Lorsque je joue au jeu « ce que cela signifie vraiment », il y a souvent un motif caché qui se cache dans mon propre cœur, que je cherche à éviter en projetant la méchanceté sur mes adversaires. Peut-être que je crains que mes propres raisons ne soient pas si solides, ou que leurs arguments soient plus forts que je ne voudrais l'admettre. Ou peut-être que je ne peux tout simplement pas accepter l'idée que je me suis trompé tout ce temps, puisque j'ai construit mon identité autour de cette position idéologique. Et ainsi, au lieu d'interroger mon propre cœur, mes propres raisons, j'impute de faux motifs à mes adversaires dans un effort pour protéger ma propre fierté.

Écoutez les autres, questionnez-vous, puis questionnez les autres

Sans abandonner l'appel au discernement, je veux réaffirmer la nécessité d'une plus grande humilité dans cette conversation. Encore une fois, nous apprenons d'Edwards :

Mais si cette maladie est guérie, d'autres choses sont facilement rectifiées. L'humble personne est comme un petit enfant ; il reçoit facilement l'instruction ; il est jaloux de lui-même, sensible à quel point il risque de s'égarer ; et par conséquent, s'il lui est suggéré de le faire, il est prêt à enquêter de la manière la plus étroite et la plus impartiale possible.

L'humilité fait le dur labeur d'écouter réellement les autres.

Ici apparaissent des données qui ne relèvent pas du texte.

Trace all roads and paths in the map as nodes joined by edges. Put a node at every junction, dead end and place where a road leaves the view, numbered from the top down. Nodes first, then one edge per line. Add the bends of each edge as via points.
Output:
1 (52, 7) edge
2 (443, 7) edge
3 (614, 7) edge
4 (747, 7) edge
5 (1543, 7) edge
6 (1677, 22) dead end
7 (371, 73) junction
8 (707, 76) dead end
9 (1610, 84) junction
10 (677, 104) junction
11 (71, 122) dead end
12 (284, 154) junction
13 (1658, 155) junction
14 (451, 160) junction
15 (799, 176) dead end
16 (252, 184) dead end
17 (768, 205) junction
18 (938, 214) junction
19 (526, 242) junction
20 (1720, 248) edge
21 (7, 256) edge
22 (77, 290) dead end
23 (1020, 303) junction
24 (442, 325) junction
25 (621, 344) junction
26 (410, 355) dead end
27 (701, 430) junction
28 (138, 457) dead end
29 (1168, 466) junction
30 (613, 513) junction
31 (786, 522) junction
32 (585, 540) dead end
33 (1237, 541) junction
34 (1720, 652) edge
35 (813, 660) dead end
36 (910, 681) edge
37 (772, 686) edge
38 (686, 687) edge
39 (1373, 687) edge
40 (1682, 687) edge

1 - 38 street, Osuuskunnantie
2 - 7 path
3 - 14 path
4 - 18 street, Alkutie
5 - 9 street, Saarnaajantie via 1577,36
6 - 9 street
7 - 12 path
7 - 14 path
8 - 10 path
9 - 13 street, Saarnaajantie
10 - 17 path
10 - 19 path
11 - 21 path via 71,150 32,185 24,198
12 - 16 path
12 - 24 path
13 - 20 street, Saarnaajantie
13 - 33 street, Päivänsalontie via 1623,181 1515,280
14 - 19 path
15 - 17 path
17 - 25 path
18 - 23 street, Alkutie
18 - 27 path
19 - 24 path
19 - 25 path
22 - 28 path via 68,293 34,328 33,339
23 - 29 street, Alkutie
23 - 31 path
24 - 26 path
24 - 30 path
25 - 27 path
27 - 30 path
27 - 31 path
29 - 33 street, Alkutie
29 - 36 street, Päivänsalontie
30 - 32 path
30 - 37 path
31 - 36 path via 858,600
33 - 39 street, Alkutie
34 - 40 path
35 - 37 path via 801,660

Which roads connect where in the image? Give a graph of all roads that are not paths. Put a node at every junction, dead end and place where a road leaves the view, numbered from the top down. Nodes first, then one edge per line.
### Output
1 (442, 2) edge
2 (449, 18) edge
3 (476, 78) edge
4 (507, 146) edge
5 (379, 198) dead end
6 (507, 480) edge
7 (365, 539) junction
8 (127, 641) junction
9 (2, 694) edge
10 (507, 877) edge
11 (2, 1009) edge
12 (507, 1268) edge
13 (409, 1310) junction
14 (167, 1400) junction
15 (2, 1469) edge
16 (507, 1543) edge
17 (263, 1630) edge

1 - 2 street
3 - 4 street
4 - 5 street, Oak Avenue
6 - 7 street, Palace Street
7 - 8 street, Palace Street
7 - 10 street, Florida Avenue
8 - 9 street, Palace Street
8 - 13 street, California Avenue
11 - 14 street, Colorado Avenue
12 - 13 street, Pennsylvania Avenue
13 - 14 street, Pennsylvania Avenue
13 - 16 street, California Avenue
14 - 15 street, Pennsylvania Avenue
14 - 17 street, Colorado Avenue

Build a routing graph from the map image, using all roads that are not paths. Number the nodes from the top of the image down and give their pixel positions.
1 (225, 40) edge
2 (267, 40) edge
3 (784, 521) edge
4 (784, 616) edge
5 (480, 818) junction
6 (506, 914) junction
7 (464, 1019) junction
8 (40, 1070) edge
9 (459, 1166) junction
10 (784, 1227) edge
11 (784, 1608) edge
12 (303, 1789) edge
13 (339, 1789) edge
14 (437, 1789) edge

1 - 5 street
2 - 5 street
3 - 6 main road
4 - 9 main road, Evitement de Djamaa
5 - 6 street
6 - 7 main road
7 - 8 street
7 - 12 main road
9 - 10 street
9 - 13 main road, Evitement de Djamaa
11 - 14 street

De plus, l'humilité nous apprend à nous remettre en question. Martin Luther n'avait pas peur de dénoncer les interprétations intéressées des vendeurs d'indulgence médiévaux et les prétentions du pouvoir papal. Pourtant, il a sagement dit : 'J'ai plus peur de mon propre cœur que du pape et de tous ses cardinaux. J'ai en moi le grand pape, Self.

Nous n'avons pas à nous inquiéter du fait qu'une telle humilité invite simplement les chrétiens à être indulgents envers la saine doctrine. Parce que la vraie humilité exige aussi que nous testions chaque argument, le nôtre et celui de nos interlocuteurs, contre la Parole de Dieu.